Exercise aim: Provide only the number of lines in the records below that include "nodes".

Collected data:
=== Section Start ===

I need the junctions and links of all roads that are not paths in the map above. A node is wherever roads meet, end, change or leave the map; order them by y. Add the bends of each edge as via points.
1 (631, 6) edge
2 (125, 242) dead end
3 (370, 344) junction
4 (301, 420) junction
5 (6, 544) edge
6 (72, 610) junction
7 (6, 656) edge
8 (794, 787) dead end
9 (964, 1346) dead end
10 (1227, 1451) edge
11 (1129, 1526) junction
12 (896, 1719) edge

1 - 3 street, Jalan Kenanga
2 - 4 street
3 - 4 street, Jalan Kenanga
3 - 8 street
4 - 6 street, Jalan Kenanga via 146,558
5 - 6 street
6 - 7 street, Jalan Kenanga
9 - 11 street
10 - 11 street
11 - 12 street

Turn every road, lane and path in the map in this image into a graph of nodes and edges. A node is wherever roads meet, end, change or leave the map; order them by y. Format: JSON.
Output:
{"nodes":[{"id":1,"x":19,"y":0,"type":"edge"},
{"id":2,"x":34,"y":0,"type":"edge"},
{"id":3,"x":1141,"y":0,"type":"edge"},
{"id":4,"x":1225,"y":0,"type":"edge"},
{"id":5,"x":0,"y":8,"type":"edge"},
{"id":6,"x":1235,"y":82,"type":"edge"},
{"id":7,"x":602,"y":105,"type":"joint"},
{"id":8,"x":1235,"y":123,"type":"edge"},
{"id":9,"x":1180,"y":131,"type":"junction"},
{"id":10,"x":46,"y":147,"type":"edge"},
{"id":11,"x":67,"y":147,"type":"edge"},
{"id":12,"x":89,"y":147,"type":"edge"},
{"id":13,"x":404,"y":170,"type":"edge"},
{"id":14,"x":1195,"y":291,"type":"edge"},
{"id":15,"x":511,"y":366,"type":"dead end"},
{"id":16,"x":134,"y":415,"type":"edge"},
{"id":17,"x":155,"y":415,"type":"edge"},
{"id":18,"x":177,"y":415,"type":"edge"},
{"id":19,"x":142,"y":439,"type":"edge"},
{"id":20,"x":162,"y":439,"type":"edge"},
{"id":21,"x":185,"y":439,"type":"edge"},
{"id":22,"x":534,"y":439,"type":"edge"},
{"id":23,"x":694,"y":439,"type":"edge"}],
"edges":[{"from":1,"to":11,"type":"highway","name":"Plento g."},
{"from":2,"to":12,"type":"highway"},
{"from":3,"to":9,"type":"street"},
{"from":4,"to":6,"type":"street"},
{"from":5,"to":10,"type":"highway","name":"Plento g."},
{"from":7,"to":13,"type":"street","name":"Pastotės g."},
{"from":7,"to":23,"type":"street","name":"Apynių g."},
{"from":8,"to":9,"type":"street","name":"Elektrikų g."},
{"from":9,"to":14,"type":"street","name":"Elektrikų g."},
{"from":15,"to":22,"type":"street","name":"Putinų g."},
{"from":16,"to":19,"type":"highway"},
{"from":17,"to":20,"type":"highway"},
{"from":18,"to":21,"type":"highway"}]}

=== Section End ===

Result for this task: 2